Work required - Return all of the entries below, word for word. Omit each picture.

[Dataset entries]
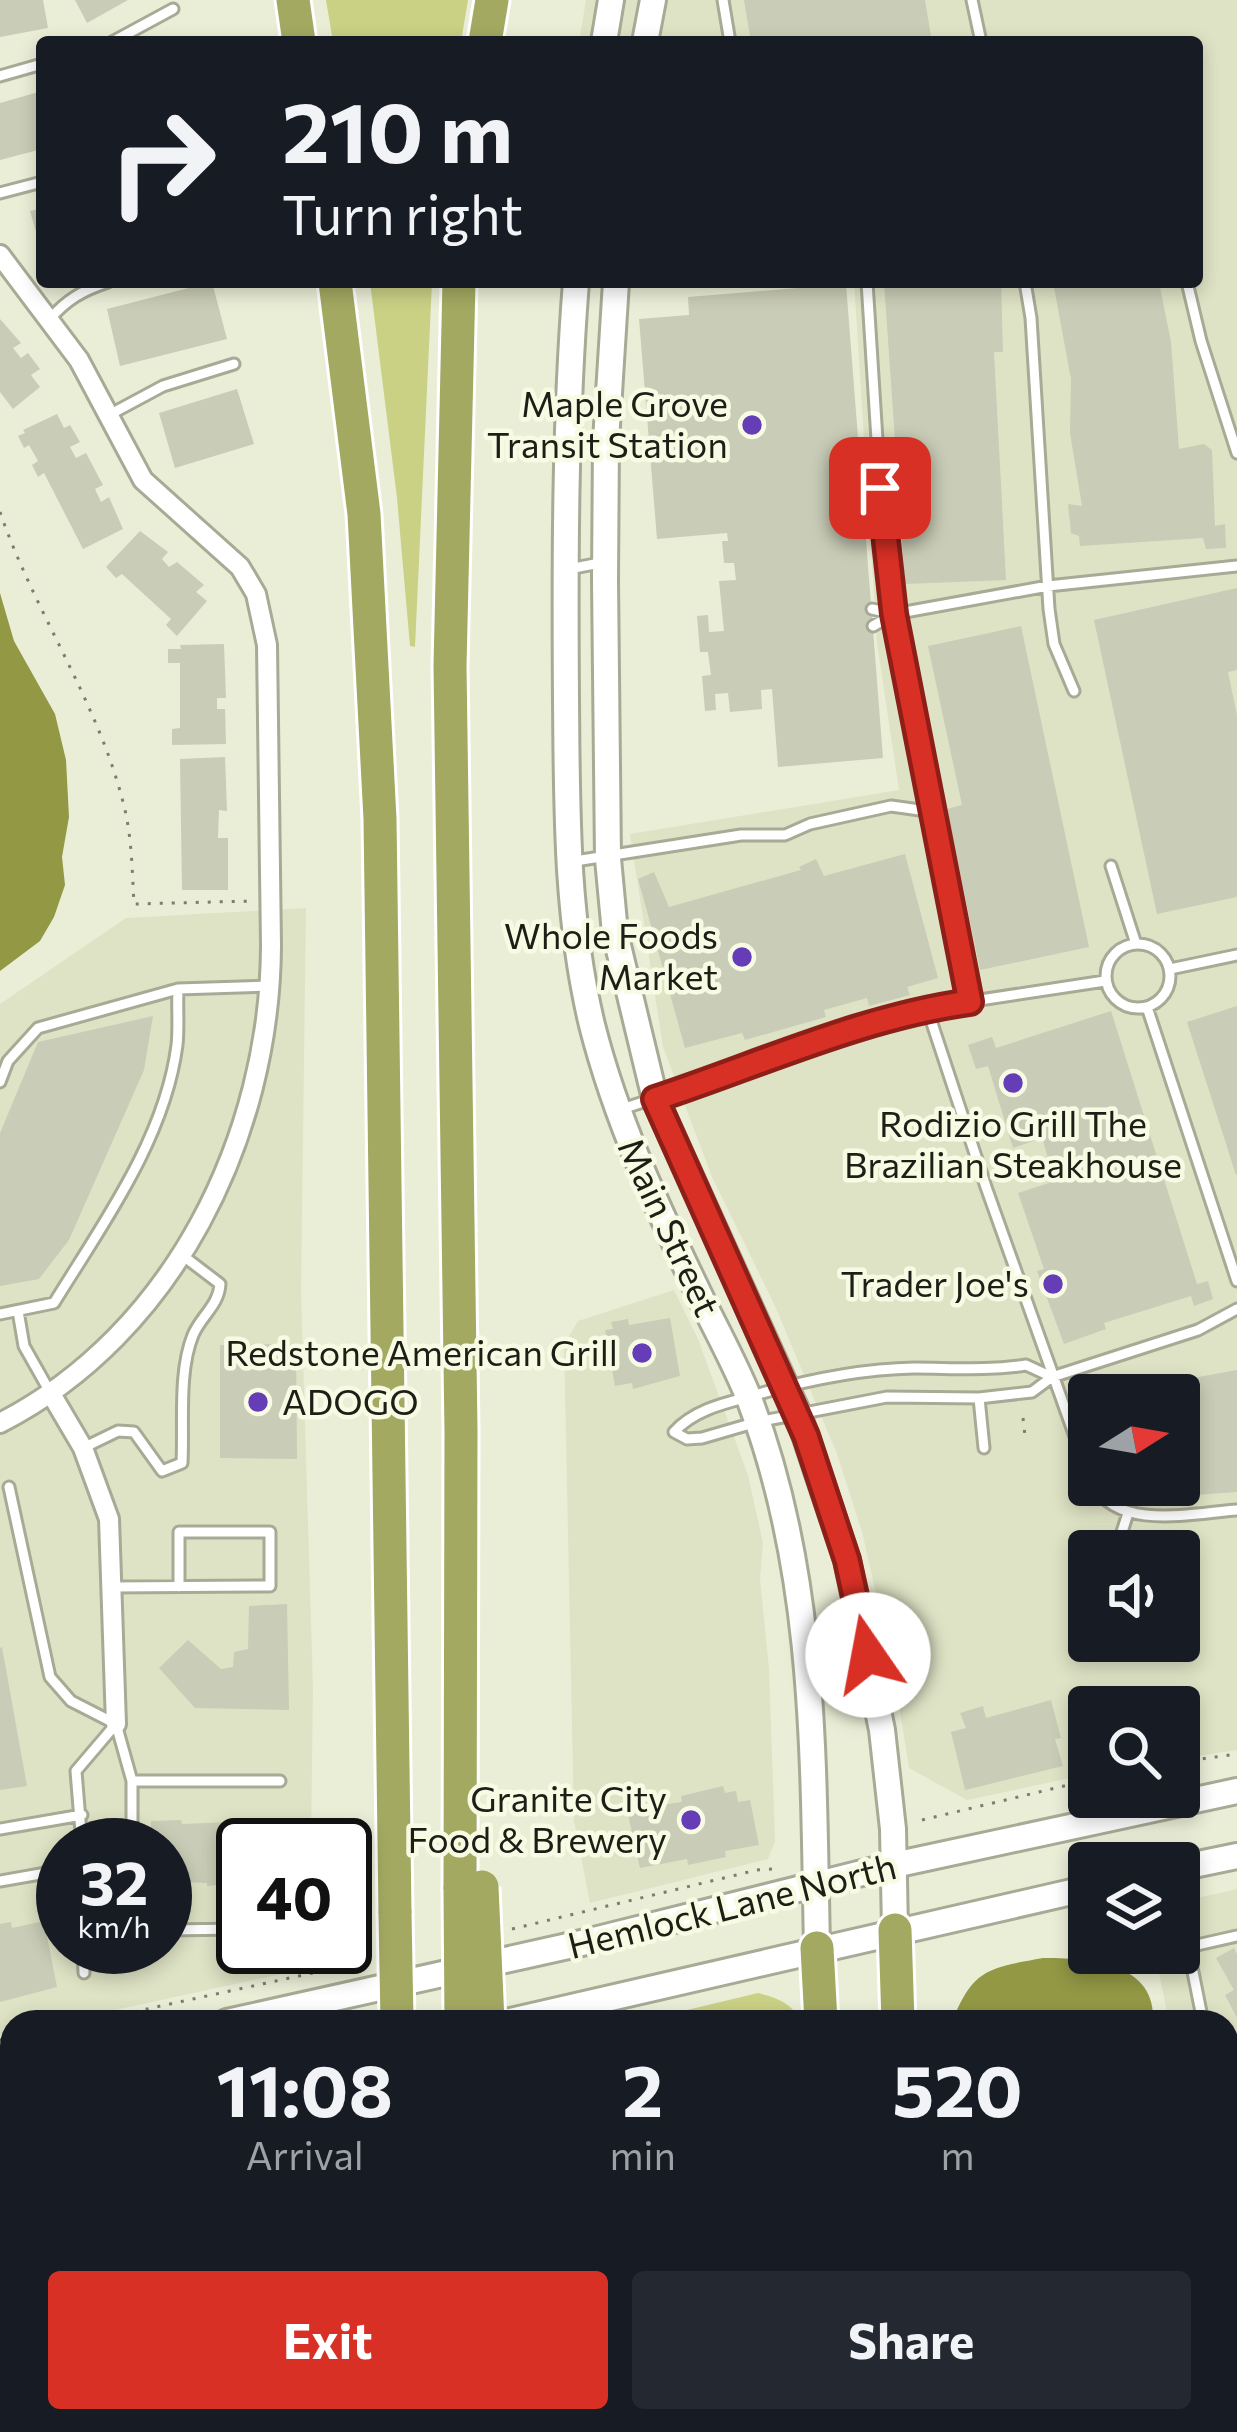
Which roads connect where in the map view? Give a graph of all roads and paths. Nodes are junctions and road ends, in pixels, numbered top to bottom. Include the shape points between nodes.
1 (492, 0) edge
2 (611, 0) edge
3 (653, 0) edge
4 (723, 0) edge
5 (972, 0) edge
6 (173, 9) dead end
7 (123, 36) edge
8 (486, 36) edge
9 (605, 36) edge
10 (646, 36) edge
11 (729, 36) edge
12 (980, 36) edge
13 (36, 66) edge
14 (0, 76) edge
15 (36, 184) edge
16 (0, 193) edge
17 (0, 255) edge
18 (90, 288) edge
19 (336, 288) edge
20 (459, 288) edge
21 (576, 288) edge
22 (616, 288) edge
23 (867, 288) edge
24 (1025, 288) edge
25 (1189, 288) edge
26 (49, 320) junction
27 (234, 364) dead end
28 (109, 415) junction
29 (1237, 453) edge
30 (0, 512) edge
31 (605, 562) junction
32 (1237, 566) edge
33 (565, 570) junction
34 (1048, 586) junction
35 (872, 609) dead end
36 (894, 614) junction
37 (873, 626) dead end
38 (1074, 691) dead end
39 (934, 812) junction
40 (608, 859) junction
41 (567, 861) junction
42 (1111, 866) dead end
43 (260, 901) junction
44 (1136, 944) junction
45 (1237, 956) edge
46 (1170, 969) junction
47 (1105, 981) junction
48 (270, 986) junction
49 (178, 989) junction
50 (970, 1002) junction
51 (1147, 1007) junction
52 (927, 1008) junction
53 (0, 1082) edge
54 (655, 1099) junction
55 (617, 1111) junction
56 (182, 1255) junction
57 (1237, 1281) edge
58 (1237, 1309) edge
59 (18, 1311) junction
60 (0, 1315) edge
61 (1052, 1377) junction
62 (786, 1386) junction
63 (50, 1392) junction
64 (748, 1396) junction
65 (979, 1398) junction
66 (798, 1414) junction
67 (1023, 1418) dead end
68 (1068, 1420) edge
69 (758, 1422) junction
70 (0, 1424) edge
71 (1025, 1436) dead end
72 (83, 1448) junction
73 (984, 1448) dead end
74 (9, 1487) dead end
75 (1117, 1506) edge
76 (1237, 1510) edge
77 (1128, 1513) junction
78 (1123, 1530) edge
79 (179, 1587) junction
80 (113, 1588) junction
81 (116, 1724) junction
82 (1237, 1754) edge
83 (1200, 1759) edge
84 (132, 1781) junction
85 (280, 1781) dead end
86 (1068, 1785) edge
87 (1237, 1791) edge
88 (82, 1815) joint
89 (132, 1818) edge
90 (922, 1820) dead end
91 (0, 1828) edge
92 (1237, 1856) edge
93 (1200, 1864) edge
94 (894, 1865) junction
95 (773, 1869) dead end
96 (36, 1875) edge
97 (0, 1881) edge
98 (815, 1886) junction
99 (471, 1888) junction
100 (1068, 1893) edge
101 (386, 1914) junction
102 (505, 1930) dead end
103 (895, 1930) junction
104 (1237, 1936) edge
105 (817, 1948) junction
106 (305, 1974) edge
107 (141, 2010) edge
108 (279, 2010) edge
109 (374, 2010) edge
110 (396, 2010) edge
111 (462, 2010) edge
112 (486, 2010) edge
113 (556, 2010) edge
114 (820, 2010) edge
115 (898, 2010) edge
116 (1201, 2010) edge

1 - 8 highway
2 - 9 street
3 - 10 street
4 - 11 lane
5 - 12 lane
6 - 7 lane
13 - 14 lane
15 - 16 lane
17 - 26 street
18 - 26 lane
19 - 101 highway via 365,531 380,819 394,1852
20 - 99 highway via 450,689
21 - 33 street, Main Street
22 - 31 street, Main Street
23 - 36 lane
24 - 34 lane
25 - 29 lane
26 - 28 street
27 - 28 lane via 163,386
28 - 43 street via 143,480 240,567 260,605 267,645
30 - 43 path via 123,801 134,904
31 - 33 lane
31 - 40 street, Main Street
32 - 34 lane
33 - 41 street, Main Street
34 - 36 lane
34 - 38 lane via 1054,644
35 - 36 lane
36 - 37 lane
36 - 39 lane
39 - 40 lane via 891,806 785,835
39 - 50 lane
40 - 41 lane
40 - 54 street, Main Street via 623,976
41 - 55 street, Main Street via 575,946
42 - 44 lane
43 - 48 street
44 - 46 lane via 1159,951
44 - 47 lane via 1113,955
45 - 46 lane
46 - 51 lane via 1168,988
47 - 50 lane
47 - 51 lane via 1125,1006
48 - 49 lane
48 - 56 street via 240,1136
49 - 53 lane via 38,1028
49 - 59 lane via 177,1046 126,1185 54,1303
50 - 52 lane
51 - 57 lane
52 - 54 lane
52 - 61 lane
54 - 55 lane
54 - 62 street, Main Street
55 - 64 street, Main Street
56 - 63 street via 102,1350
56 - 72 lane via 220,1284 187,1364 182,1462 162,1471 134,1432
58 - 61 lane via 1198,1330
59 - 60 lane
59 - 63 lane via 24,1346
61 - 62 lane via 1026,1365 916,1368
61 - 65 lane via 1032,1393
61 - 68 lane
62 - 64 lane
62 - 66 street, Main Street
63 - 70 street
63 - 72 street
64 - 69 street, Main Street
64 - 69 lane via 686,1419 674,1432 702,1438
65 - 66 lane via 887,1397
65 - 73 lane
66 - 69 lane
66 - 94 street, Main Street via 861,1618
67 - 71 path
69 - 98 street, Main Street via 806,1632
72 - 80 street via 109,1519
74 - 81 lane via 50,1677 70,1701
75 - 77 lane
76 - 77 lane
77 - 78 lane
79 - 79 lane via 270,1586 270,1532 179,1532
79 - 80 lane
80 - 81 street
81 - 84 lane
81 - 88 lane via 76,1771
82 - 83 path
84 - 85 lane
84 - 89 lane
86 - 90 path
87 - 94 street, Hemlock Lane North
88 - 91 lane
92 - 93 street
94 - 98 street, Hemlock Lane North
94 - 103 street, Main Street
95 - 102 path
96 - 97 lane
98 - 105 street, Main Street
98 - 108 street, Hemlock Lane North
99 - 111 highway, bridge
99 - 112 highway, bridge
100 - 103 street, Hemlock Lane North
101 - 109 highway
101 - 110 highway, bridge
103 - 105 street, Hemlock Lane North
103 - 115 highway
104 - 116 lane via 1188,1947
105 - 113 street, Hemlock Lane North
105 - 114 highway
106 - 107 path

Output below -
Which roads connect where in the map view? Give a graph of all roads and paths. Nodes are junctions and road ends, in pixels, numbered top to bottom. Include the shape points between nodes.
1 (492, 0) edge
2 (611, 0) edge
3 (653, 0) edge
4 (723, 0) edge
5 (972, 0) edge
6 (173, 9) dead end
7 (123, 36) edge
8 (486, 36) edge
9 (605, 36) edge
10 (646, 36) edge
11 (729, 36) edge
12 (980, 36) edge
13 (36, 66) edge
14 (0, 76) edge
15 (36, 184) edge
16 (0, 193) edge
17 (0, 255) edge
18 (90, 288) edge
19 (336, 288) edge
20 (459, 288) edge
21 (576, 288) edge
22 (616, 288) edge
23 (867, 288) edge
24 (1025, 288) edge
25 (1189, 288) edge
26 (49, 320) junction
27 (234, 364) dead end
28 (109, 415) junction
29 (1237, 453) edge
30 (0, 512) edge
31 (605, 562) junction
32 (1237, 566) edge
33 (565, 570) junction
34 (1048, 586) junction
35 (872, 609) dead end
36 (894, 614) junction
37 (873, 626) dead end
38 (1074, 691) dead end
39 (934, 812) junction
40 (608, 859) junction
41 (567, 861) junction
42 (1111, 866) dead end
43 (260, 901) junction
44 (1136, 944) junction
45 (1237, 956) edge
46 (1170, 969) junction
47 (1105, 981) junction
48 (270, 986) junction
49 (178, 989) junction
50 (970, 1002) junction
51 (1147, 1007) junction
52 (927, 1008) junction
53 (0, 1082) edge
54 (655, 1099) junction
55 (617, 1111) junction
56 (182, 1255) junction
57 (1237, 1281) edge
58 (1237, 1309) edge
59 (18, 1311) junction
60 (0, 1315) edge
61 (1052, 1377) junction
62 (786, 1386) junction
63 (50, 1392) junction
64 (748, 1396) junction
65 (979, 1398) junction
66 (798, 1414) junction
67 (1023, 1418) dead end
68 (1068, 1420) edge
69 (758, 1422) junction
70 (0, 1424) edge
71 (1025, 1436) dead end
72 (83, 1448) junction
73 (984, 1448) dead end
74 (9, 1487) dead end
75 (1117, 1506) edge
76 (1237, 1510) edge
77 (1128, 1513) junction
78 (1123, 1530) edge
79 (179, 1587) junction
80 (113, 1588) junction
81 (116, 1724) junction
82 (1237, 1754) edge
83 (1200, 1759) edge
84 (132, 1781) junction
85 (280, 1781) dead end
86 (1068, 1785) edge
87 (1237, 1791) edge
88 (82, 1815) joint
89 (132, 1818) edge
90 (922, 1820) dead end
91 (0, 1828) edge
92 (1237, 1856) edge
93 (1200, 1864) edge
94 (894, 1865) junction
95 (773, 1869) dead end
96 (36, 1875) edge
97 (0, 1881) edge
98 (815, 1886) junction
99 (471, 1888) junction
100 (1068, 1893) edge
101 (386, 1914) junction
102 (505, 1930) dead end
103 (895, 1930) junction
104 (1237, 1936) edge
105 (817, 1948) junction
106 (305, 1974) edge
107 (141, 2010) edge
108 (279, 2010) edge
109 (374, 2010) edge
110 (396, 2010) edge
111 (462, 2010) edge
112 (486, 2010) edge
113 (556, 2010) edge
114 (820, 2010) edge
115 (898, 2010) edge
116 (1201, 2010) edge

1 - 8 highway
2 - 9 street
3 - 10 street
4 - 11 lane
5 - 12 lane
6 - 7 lane
13 - 14 lane
15 - 16 lane
17 - 26 street
18 - 26 lane
19 - 101 highway via 365,531 380,819 394,1852
20 - 99 highway via 450,689
21 - 33 street, Main Street
22 - 31 street, Main Street
23 - 36 lane
24 - 34 lane
25 - 29 lane
26 - 28 street
27 - 28 lane via 163,386
28 - 43 street via 143,480 240,567 260,605 267,645
30 - 43 path via 123,801 134,904
31 - 33 lane
31 - 40 street, Main Street
32 - 34 lane
33 - 41 street, Main Street
34 - 36 lane
34 - 38 lane via 1054,644
35 - 36 lane
36 - 37 lane
36 - 39 lane
39 - 40 lane via 891,806 785,835
39 - 50 lane
40 - 41 lane
40 - 54 street, Main Street via 623,976
41 - 55 street, Main Street via 575,946
42 - 44 lane
43 - 48 street
44 - 46 lane via 1159,951
44 - 47 lane via 1113,955
45 - 46 lane
46 - 51 lane via 1168,988
47 - 50 lane
47 - 51 lane via 1125,1006
48 - 49 lane
48 - 56 street via 240,1136
49 - 53 lane via 38,1028
49 - 59 lane via 177,1046 126,1185 54,1303
50 - 52 lane
51 - 57 lane
52 - 54 lane
52 - 61 lane
54 - 55 lane
54 - 62 street, Main Street
55 - 64 street, Main Street
56 - 63 street via 102,1350
56 - 72 lane via 220,1284 187,1364 182,1462 162,1471 134,1432
58 - 61 lane via 1198,1330
59 - 60 lane
59 - 63 lane via 24,1346
61 - 62 lane via 1026,1365 916,1368
61 - 65 lane via 1032,1393
61 - 68 lane
62 - 64 lane
62 - 66 street, Main Street
63 - 70 street
63 - 72 street
64 - 69 street, Main Street
64 - 69 lane via 686,1419 674,1432 702,1438
65 - 66 lane via 887,1397
65 - 73 lane
66 - 69 lane
66 - 94 street, Main Street via 861,1618
67 - 71 path
69 - 98 street, Main Street via 806,1632
72 - 80 street via 109,1519
74 - 81 lane via 50,1677 70,1701
75 - 77 lane
76 - 77 lane
77 - 78 lane
79 - 79 lane via 270,1586 270,1532 179,1532
79 - 80 lane
80 - 81 street
81 - 84 lane
81 - 88 lane via 76,1771
82 - 83 path
84 - 85 lane
84 - 89 lane
86 - 90 path
87 - 94 street, Hemlock Lane North
88 - 91 lane
92 - 93 street
94 - 98 street, Hemlock Lane North
94 - 103 street, Main Street
95 - 102 path
96 - 97 lane
98 - 105 street, Main Street
98 - 108 street, Hemlock Lane North
99 - 111 highway, bridge
99 - 112 highway, bridge
100 - 103 street, Hemlock Lane North
101 - 109 highway
101 - 110 highway, bridge
103 - 105 street, Hemlock Lane North
103 - 115 highway
104 - 116 lane via 1188,1947
105 - 113 street, Hemlock Lane North
105 - 114 highway
106 - 107 path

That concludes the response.